• Your task:
Look through the entries below and count the lines with "JOHNSON" in them; the reply is the number alone.

————

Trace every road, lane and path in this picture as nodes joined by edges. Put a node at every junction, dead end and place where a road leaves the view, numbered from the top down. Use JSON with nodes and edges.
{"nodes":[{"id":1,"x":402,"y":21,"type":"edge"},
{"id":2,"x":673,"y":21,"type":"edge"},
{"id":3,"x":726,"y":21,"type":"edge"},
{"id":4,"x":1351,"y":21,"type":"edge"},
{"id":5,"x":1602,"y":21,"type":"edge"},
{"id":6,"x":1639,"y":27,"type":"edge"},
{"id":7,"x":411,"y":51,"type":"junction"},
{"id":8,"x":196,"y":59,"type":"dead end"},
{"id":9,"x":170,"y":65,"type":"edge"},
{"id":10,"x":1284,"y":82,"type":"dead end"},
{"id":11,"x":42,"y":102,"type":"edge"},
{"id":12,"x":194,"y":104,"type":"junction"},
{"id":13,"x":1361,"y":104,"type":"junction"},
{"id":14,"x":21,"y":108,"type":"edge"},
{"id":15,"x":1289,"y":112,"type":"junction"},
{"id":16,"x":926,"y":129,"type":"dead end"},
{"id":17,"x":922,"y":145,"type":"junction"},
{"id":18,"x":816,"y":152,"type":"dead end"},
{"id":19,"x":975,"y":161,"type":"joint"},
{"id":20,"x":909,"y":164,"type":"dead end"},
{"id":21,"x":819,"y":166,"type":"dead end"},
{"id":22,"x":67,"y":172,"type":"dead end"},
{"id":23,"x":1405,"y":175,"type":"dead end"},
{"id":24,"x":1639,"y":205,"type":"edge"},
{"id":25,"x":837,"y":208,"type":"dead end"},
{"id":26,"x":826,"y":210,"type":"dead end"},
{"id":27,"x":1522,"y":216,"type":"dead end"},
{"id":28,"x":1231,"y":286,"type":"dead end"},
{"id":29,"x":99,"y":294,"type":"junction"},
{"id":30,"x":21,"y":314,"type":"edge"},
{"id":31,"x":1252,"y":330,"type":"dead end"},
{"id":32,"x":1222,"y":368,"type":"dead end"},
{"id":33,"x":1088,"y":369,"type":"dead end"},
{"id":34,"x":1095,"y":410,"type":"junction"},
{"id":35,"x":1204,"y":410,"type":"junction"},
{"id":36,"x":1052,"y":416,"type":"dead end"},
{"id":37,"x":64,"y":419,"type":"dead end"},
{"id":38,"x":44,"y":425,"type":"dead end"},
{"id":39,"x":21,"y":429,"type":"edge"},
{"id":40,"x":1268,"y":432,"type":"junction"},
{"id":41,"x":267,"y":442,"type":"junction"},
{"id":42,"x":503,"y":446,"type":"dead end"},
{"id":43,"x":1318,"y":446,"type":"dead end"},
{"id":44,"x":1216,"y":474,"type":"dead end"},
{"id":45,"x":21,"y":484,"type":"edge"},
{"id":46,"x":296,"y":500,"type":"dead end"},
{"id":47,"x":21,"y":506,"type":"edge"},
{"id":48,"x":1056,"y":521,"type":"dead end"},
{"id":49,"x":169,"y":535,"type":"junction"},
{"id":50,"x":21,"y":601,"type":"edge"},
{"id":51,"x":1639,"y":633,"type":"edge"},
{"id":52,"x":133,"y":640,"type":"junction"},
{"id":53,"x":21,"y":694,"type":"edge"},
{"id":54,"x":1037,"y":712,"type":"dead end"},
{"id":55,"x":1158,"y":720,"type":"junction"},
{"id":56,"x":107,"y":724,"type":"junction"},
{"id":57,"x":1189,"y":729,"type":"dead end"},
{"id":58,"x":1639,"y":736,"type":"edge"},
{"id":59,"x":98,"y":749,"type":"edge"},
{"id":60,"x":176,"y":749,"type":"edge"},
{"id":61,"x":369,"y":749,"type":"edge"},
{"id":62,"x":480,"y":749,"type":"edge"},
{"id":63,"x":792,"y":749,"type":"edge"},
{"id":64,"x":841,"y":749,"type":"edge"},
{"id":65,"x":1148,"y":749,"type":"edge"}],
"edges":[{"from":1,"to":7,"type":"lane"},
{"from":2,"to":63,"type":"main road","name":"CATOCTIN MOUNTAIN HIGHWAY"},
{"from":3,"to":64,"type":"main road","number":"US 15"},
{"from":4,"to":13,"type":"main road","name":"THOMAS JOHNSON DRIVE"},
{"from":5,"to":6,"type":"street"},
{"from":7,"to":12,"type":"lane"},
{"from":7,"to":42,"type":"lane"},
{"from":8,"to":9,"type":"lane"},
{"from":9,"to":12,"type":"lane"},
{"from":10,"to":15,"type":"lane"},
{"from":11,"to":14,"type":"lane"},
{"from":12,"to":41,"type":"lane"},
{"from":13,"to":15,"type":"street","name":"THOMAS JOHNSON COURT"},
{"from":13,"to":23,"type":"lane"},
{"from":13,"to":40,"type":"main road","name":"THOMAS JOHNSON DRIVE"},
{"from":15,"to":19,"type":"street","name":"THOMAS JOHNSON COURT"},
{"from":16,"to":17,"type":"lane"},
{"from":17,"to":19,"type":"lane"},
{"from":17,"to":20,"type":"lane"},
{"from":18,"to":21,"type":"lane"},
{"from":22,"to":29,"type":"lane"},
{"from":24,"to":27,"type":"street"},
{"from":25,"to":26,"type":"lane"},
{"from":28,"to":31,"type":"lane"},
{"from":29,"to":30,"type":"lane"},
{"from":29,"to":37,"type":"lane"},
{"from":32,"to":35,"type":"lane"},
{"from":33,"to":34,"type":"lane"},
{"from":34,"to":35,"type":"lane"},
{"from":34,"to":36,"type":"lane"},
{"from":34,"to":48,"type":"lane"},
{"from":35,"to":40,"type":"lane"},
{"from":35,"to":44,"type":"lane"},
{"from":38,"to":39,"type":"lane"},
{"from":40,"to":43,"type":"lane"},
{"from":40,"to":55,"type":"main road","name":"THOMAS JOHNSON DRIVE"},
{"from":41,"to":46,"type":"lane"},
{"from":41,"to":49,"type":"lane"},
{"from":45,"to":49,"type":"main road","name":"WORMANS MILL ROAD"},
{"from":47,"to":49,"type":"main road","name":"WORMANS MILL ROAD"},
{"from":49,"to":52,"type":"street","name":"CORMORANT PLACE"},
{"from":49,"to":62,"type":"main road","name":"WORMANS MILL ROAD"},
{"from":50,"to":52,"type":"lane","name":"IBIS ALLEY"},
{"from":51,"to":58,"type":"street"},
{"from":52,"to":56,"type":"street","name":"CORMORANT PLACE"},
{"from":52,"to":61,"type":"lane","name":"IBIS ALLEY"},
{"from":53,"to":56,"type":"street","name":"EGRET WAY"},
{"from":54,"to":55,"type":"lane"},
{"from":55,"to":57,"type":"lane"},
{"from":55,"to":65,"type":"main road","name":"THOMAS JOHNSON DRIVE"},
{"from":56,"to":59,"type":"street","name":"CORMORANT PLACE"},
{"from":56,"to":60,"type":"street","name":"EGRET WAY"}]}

————

• Final answer:
6